Acho que o Ceará nunca teve em toda a história um prognóstico de receber tanto investimento em energia. A gente vê todo o trabalho que está sendo realizado pela Fiec para buscar o desenvolvimento para o Ceará. 

HÁ UMA DISCUSSÃO NO CENÁRIO INTERNACIONAL SOBRE A REDUÇÃO DE EMISSÕES DE CARBONO, MAS O BRASIL SEMPRE TEVE UMA MATRIZ VOLTADA PARA AS HIDRELÉTRICAS E, AGORA, PARA AS ENERGIAS RENOVÁVEIS. NA SUA OPINIÃO ONDE O NOSSO PAÍS AINDA PODE MELHORAR NESSE SENTIDO E COMO O SENHOR ENXERGA A RELAÇÃO COM OUTROS PAÍSES NESSE ESFORÇO PARA REDUZIR EMISSÕES DE CARBONO? 

O que existe é um desconhecimento sobre o potencial do Brasil e uma deficiência do País em não se vender para o mercado mundial. Aqui, em um país de dimensão continental, ter um parque gerador renovado é fato raro no mundo.

Hoje, 85% da energia produzida no Brasil é renovável, e estamos totalmente aderentes às expectativas mundiais. Vemos países membros da OCDE em que o parque elétrico é de apenas 25% de energias renováveis, então estamos em um patamar avançado.

Mas temos de criar um rótulo verde. Temos o aço verde, o carro que é produzido aqui é feito com energia limpa, o eletrodoméstico é produzido com energia renovável que vem do Nordeste ou do Norte. 

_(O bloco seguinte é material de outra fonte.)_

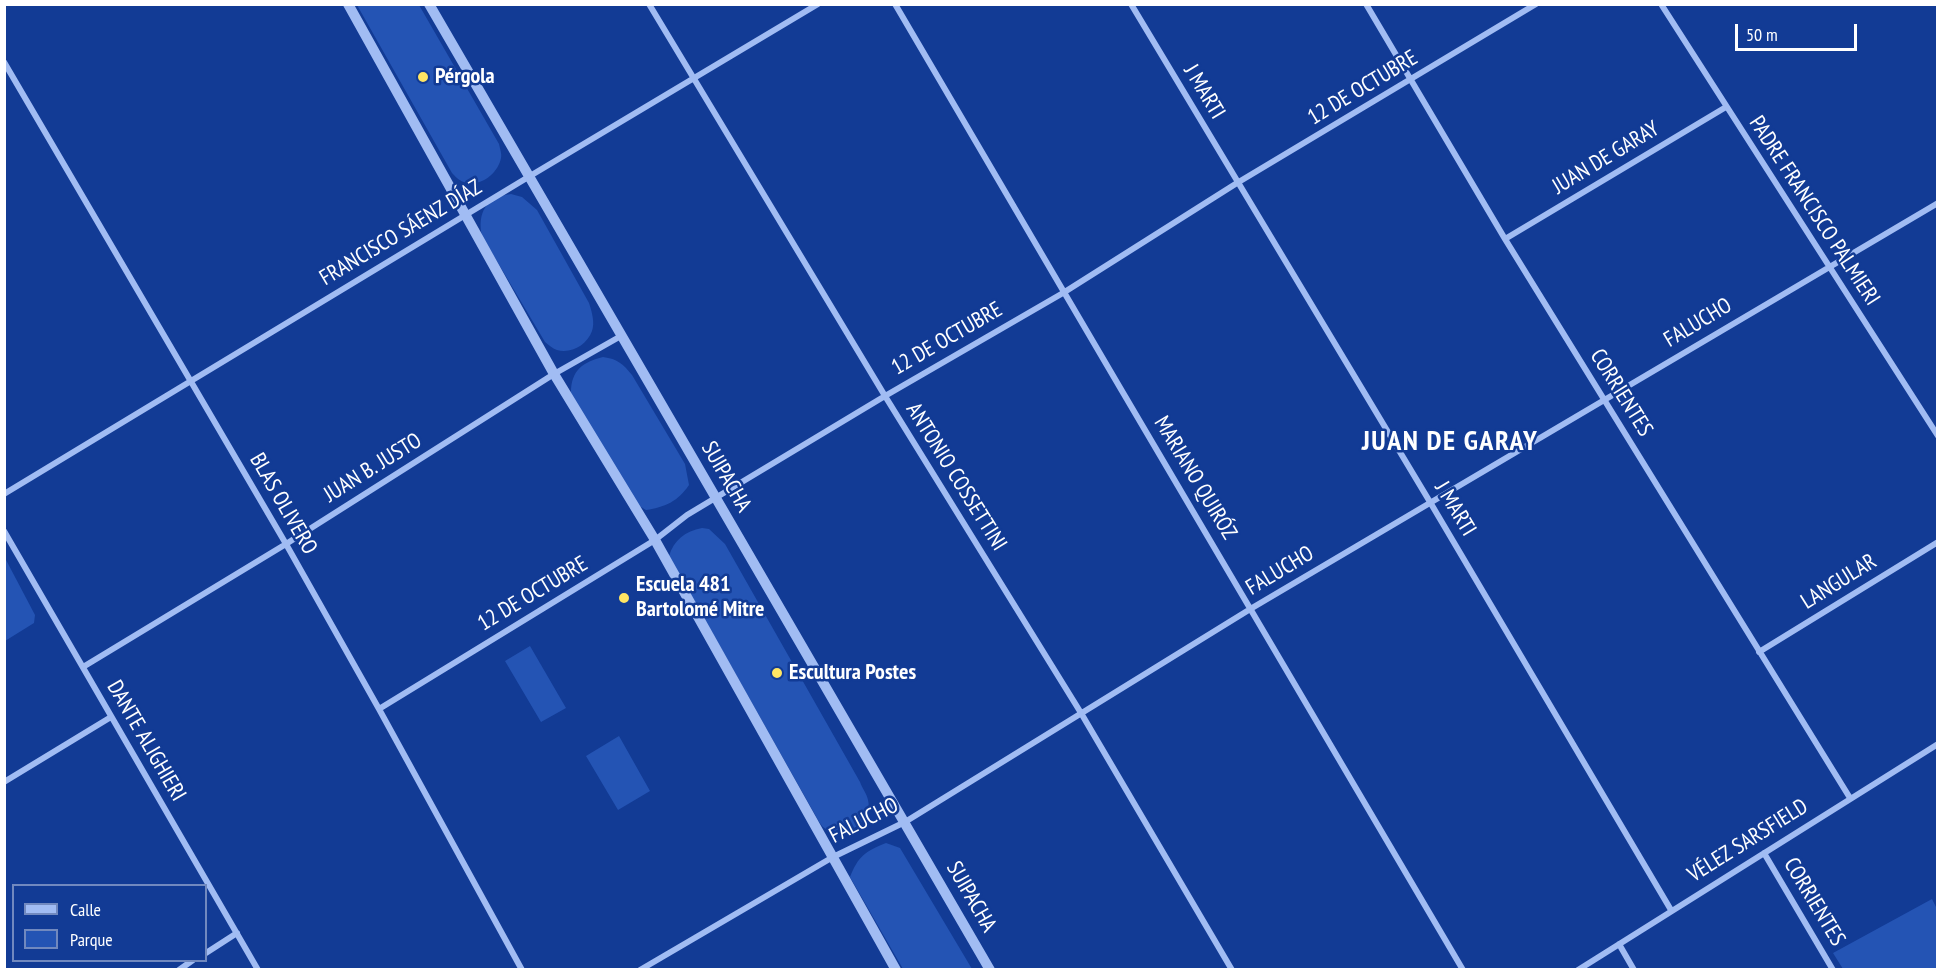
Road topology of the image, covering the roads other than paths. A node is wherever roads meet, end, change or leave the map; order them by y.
1 (348, 4) edge
2 (429, 4) edge
3 (649, 4) edge
4 (819, 4) edge
5 (895, 4) edge
6 (1131, 4) edge
7 (1366, 4) edge
8 (1536, 4) edge
9 (1661, 4) edge
10 (4, 62) edge
11 (693, 80) junction
12 (1412, 80) junction
13 (1726, 107) junction
14 (530, 176) junction
15 (1237, 183) junction
16 (1938, 203) edge
17 (465, 215) junction
18 (1505, 239) junction
19 (1828, 267) junction
20 (1063, 293) junction
21 (621, 336) junction
22 (554, 375) junction
23 (191, 382) junction
24 (885, 396) junction
25 (1605, 400) junction
26 (1938, 435) edge
27 (4, 494) edge
28 (715, 498) junction
29 (1430, 502) junction
30 (4, 531) edge
31 (655, 540) junction
32 (1938, 542) edge
33 (286, 544) junction
34 (1252, 609) junction
35 (1759, 652) junction
36 (83, 667) junction
37 (379, 709) junction
38 (1081, 713) junction
39 (111, 717) junction
40 (1938, 744) edge
41 (4, 782) edge
42 (1850, 798) junction
43 (905, 822) junction
44 (1764, 853) junction
45 (833, 857) junction
46 (1671, 910) junction
47 (237, 933) junction
48 (1619, 944) junction
49 (207, 952) edge
50 (258, 969) edge
51 (522, 969) edge
52 (640, 969) edge
53 (896, 969) edge
54 (990, 969) edge
55 (1232, 969) edge
56 (1462, 969) edge
57 (1578, 969) edge
58 (1634, 969) edge
59 (1833, 969) edge

1 - 17 street
2 - 14 street, SUIPACHA
3 - 11 street, ANTONIO COSSETTINI
4 - 11 street, FRANCISCO SÁENZ DÍAZ
5 - 20 street, MARIANO QUIRÓZ
6 - 15 street, J MARTI
7 - 12 street, CORRIENTES
8 - 12 street, 12 DE OCTUBRE
9 - 13 street, PADRE FRANCISCO PALMIERI
10 - 23 street, BLAS OLIVERO
11 - 14 street, FRANCISCO SÁENZ DÍAZ
11 - 24 street, ANTONIO COSSETTINI
12 - 15 street, 12 DE OCTUBRE
12 - 18 street, CORRIENTES
13 - 18 street, JUAN DE GARAY
13 - 19 street, PADRE FRANCISCO PALMIERI
14 - 17 street, FRANCISCO SÁENZ DÍAZ
14 - 21 street, SUIPACHA
15 - 20 street, 12 DE OCTUBRE
15 - 29 street, J MARTI
16 - 19 street, FALUCHO
17 - 22 street
17 - 23 street, FRANCISCO SÁENZ DÍAZ
18 - 25 street, CORRIENTES
19 - 25 street, FALUCHO
19 - 26 street, PADRE FRANCISCO PALMIERI
20 - 24 street, 12 DE OCTUBRE
20 - 34 street, MARIANO QUIRÓZ
21 - 22 street, JUAN B. JUSTO
21 - 28 street, SUIPACHA
22 - 31 street
22 - 33 street, JUAN B. JUSTO
23 - 27 street, FRANCISCO SÁENZ DÍAZ
23 - 33 street, BLAS OLIVERO
24 - 28 street, 12 DE OCTUBRE
24 - 38 street, ANTONIO COSSETTINI
25 - 29 street, FALUCHO
25 - 35 street, CORRIENTES
28 - 31 street, 12 DE OCTUBRE
28 - 43 street, SUIPACHA
29 - 34 street, FALUCHO
29 - 46 street, J MARTI
30 - 36 street, DANTE ALIGHIERI
31 - 37 street, 12 DE OCTUBRE
31 - 45 street
32 - 35 street, LANGULAR
33 - 36 street, JUAN B. JUSTO
33 - 37 street, BLAS OLIVERO
34 - 38 street, FALUCHO
34 - 56 street, MARIANO QUIRÓZ
35 - 42 street, CORRIENTES
36 - 39 street, DANTE ALIGHIERI
37 - 51 street, BLAS OLIVERO
38 - 43 street, FALUCHO
38 - 55 street, ANTONIO COSSETTINI
39 - 41 street
39 - 47 street, DANTE ALIGHIERI
40 - 42 street, VÉLEZ SARSFIELD
42 - 44 street, VÉLEZ SARSFIELD
43 - 45 street, FALUCHO
43 - 54 street, SUIPACHA
44 - 46 street, VÉLEZ SARSFIELD
44 - 59 street, CORRIENTES
45 - 52 street, FALUCHO
45 - 53 street
46 - 48 street, VÉLEZ SARSFIELD
47 - 49 street
47 - 50 street, DANTE ALIGHIERI
48 - 57 street, VÉLEZ SARSFIELD
48 - 58 street

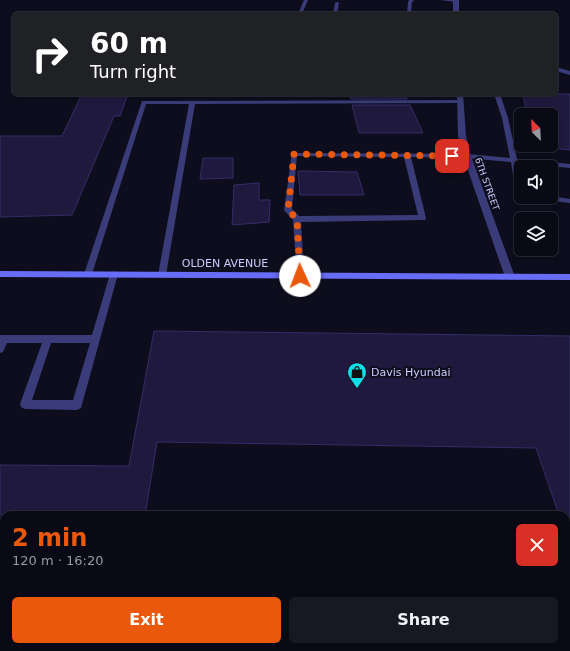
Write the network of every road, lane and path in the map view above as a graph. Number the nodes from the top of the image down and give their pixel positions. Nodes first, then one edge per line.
1 (306, 0) edge
2 (412, 0) edge
3 (442, 0) edge
4 (456, 1) edge
5 (337, 3) dead end
6 (301, 12) edge
7 (335, 12) edge
8 (409, 12) edge
9 (456, 12) edge
10 (558, 70) edge
11 (570, 73) edge
12 (279, 96) edge
13 (381, 96) edge
14 (498, 96) edge
15 (460, 98) edge
16 (192, 102) junction
17 (277, 102) junction
18 (381, 102) junction
19 (407, 156) junction
20 (467, 156) junction
21 (512, 160) junction
22 (570, 166) edge
23 (514, 169) edge
24 (558, 199) edge
25 (570, 200) edge
26 (297, 219) junction
27 (0, 274) edge
28 (88, 274) junction
29 (114, 274) junction
30 (162, 275) junction
31 (300, 276) junction
32 (510, 277) junction
33 (570, 278) edge
34 (48, 338) junction
35 (2, 339) edge
36 (96, 339) junction
37 (0, 349) edge

1 - 6 lane
2 - 8 lane
3 - 4 lane
4 - 9 street
5 - 7 lane
10 - 11 lane
12 - 17 lane
13 - 18 lane
14 - 21 lane
15 - 18 lane
15 - 20 street, 6TH STREET
16 - 17 lane
16 - 28 lane
16 - 30 lane
17 - 18 lane
19 - 20 lane
19 - 26 lane
19 - 26 lane
20 - 21 lane
20 - 32 street, 6TH STREET
21 - 22 lane
21 - 23 lane
24 - 25 lane
26 - 31 lane
27 - 28 main road, OLDEN AVENUE
28 - 29 main road, OLDEN AVENUE
29 - 30 main road, OLDEN AVENUE
29 - 36 lane
30 - 31 main road, OLDEN AVENUE
31 - 32 main road, OLDEN AVENUE
32 - 33 main road, OLDEN AVENUE
34 - 35 lane
34 - 36 lane
34 - 36 lane
35 - 37 lane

O Brasil, hoje, enquanto diversos países buscam medidas para limpar a matriz, nós temos uma matriz limpa e renovável, e 85% da nossa energia é renovável. Até 2030 vamos manter esse viés renovável do nosso País. 

O BRASIL VEM VIVENCIANDO UM CENÁRIO DE INFLAÇÃO NOS PREÇOS DE ENERGIA E COMBUSTÍVEIS. HÁ UMA PERSPECTIVA NA ANEEL ATÉ QUANDO ISSO DEVE DURAR NA PERSPECTIVA DE LONGO PRAZO OU QUANDO ESSES CUSTOS DEVEM VOLTAR A UM PATAMAR MAIS BAIXO? 

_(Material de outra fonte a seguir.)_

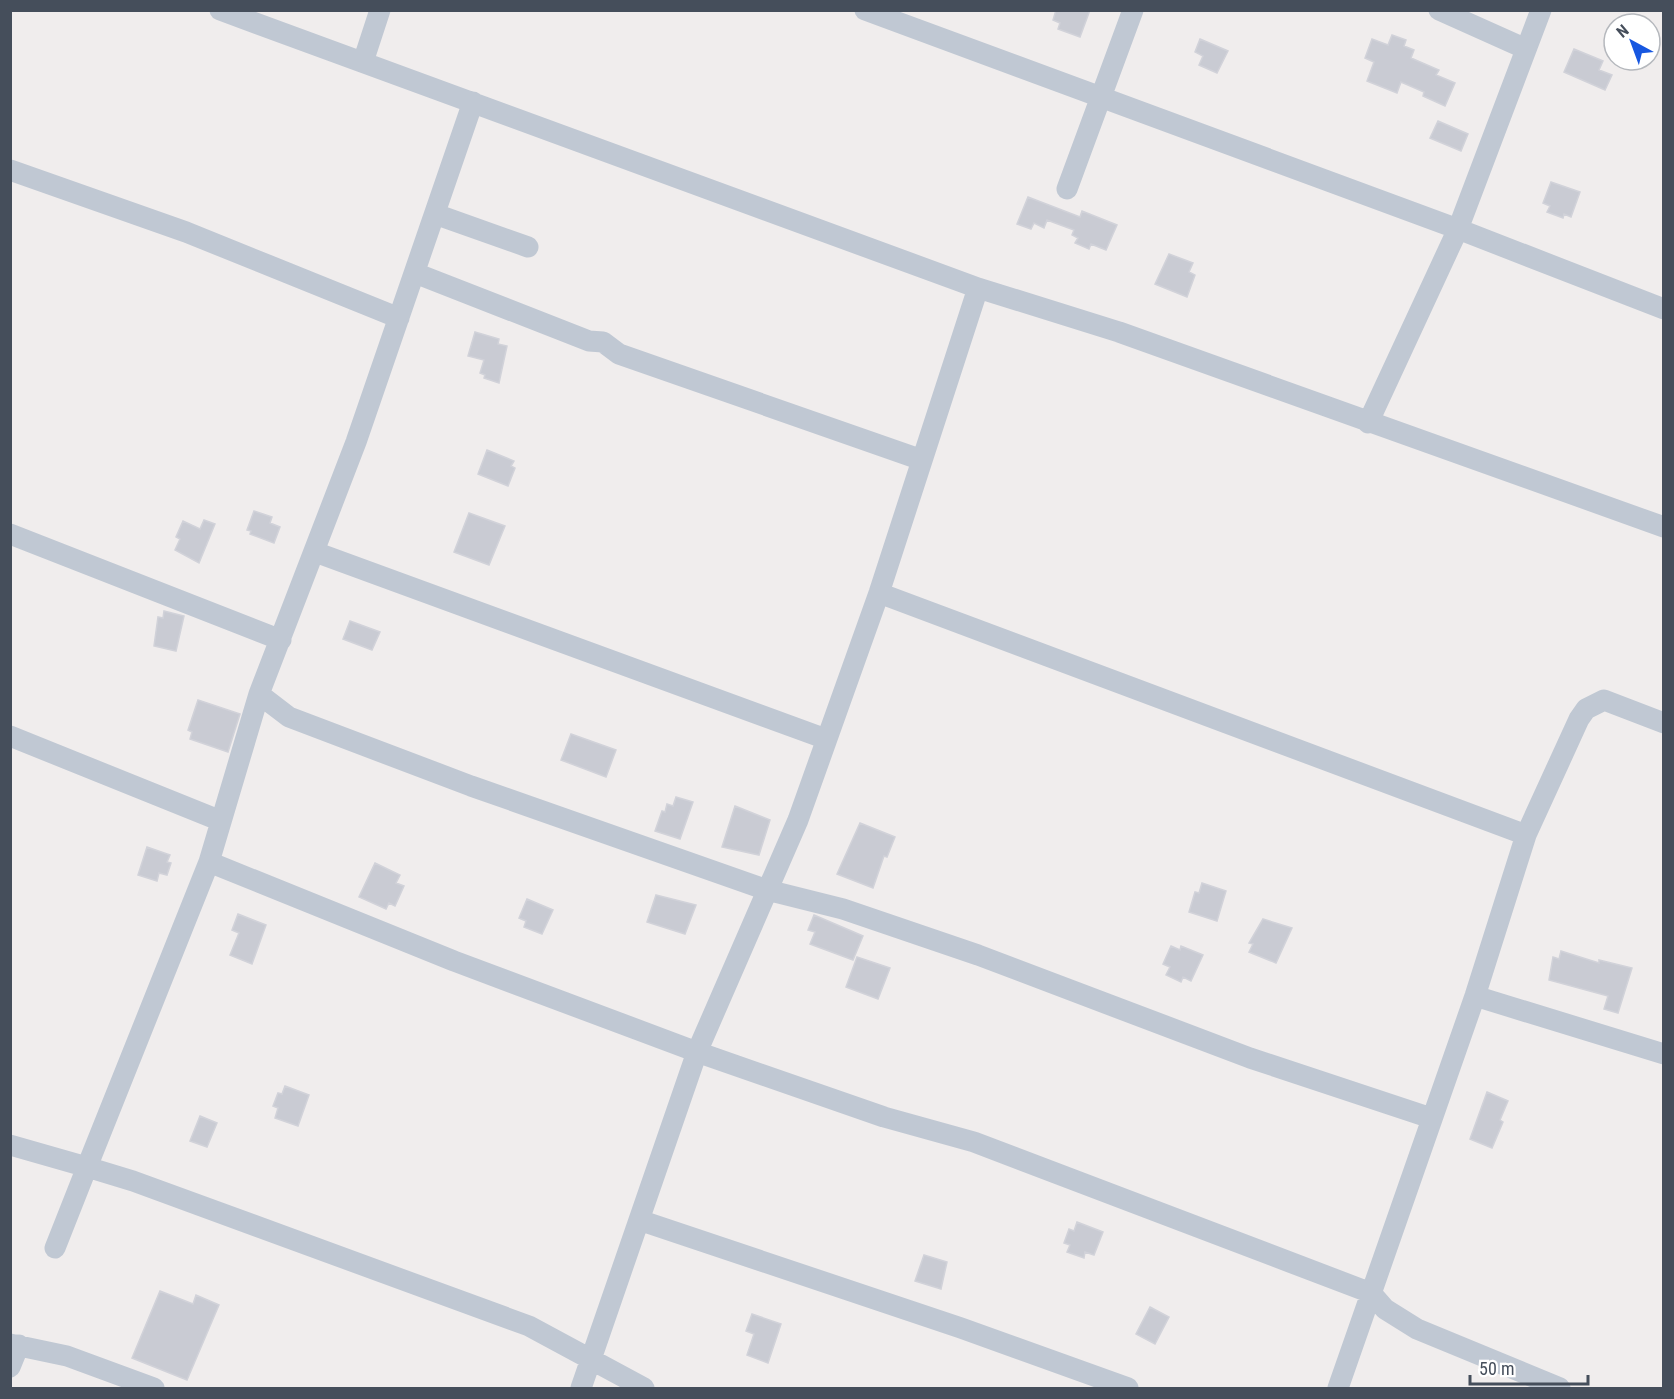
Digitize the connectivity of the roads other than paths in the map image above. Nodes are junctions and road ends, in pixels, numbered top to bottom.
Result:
1 (220, 10) edge
2 (380, 10) edge
3 (865, 10) edge
4 (1133, 10) edge
5 (1439, 10) edge
6 (1541, 10) edge
7 (1526, 49) junction
8 (363, 62) junction
9 (1102, 98) junction
10 (473, 102) junction
11 (10, 170) edge
12 (1067, 189) dead end
13 (435, 214) junction
14 (1458, 229) junction
15 (528, 247) dead end
16 (415, 273) junction
17 (978, 288) junction
18 (1664, 309) edge
19 (399, 318) junction
20 (1368, 423) junction
21 (922, 460) junction
22 (1664, 527) edge
23 (10, 534) edge
24 (315, 552) junction
25 (879, 592) junction
26 (281, 640) junction
27 (260, 694) junction
28 (1664, 723) edge
29 (10, 736) edge
30 (826, 740) junction
31 (222, 821) junction
32 (1526, 836) junction
33 (209, 862) junction
34 (766, 890) junction
35 (1475, 996) junction
36 (697, 1052) junction
37 (1664, 1054) edge
38 (1431, 1118) junction
39 (10, 1145) edge
40 (87, 1167) junction
41 (639, 1220) junction
42 (55, 1248) dead end
43 (1371, 1293) junction
44 (15, 1345) edge
45 (592, 1359) junction
46 (10, 1367) edge
47 (154, 1389) edge
48 (581, 1389) edge
49 (644, 1389) edge
50 (1128, 1389) edge
51 (1338, 1389) edge
52 (1560, 1389) edge

1 - 8 street
2 - 8 street
3 - 9 street
4 - 9 street
5 - 7 street
6 - 7 street
7 - 14 street
8 - 10 street
9 - 12 street
9 - 14 street
10 - 13 street
10 - 17 street
11 - 19 street
13 - 15 street
13 - 16 street
14 - 18 street
14 - 20 street
16 - 19 street
16 - 21 street
17 - 20 street
17 - 21 street
19 - 24 street
20 - 22 street
21 - 25 street
23 - 26 street
24 - 26 street
24 - 30 street
25 - 30 street
25 - 32 street
26 - 27 street
27 - 31 street
27 - 34 street
28 - 32 street
29 - 31 street
30 - 34 street
31 - 33 street
32 - 35 street
33 - 36 street
33 - 40 street
34 - 36 street
34 - 38 street
35 - 37 street
35 - 38 street
36 - 41 street
36 - 43 street
38 - 43 street
39 - 40 street
40 - 42 street
40 - 45 street
41 - 45 street
41 - 50 street
43 - 51 street
43 - 52 street
44 - 46 street
44 - 47 street
45 - 48 street
45 - 49 street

A Aneel implementa a todo vigor uma agenda de desoneração tarifária, com ações para reduzir a tarifa de energia. Eu cito três pontos que envolvem reduzir o custo da produção de energia, tirar todo subsídio da tarifa de energia, e estamos debatendo com o Congresso a questão da carga tributária, até porque não tem como um setor como esse ser tributário em 30% pelo ICMS.

A gente precisa enfrentar essa agenda da reforma tributária, trazendo os benefícios reais para o setor elétrico, sobretudo para os estados do Nordeste, até porque o ICMS é cobrado pelo consumo e a região está se transformando em um grande produtor. Mas o ICMS é recolhido no consumo, e em grande parte no Sudeste. 

Uma medida justa seria deixar 50% para os estados geradores e 50% para os consumidores. E outra medida seria tirar o ICMS da conta de luz.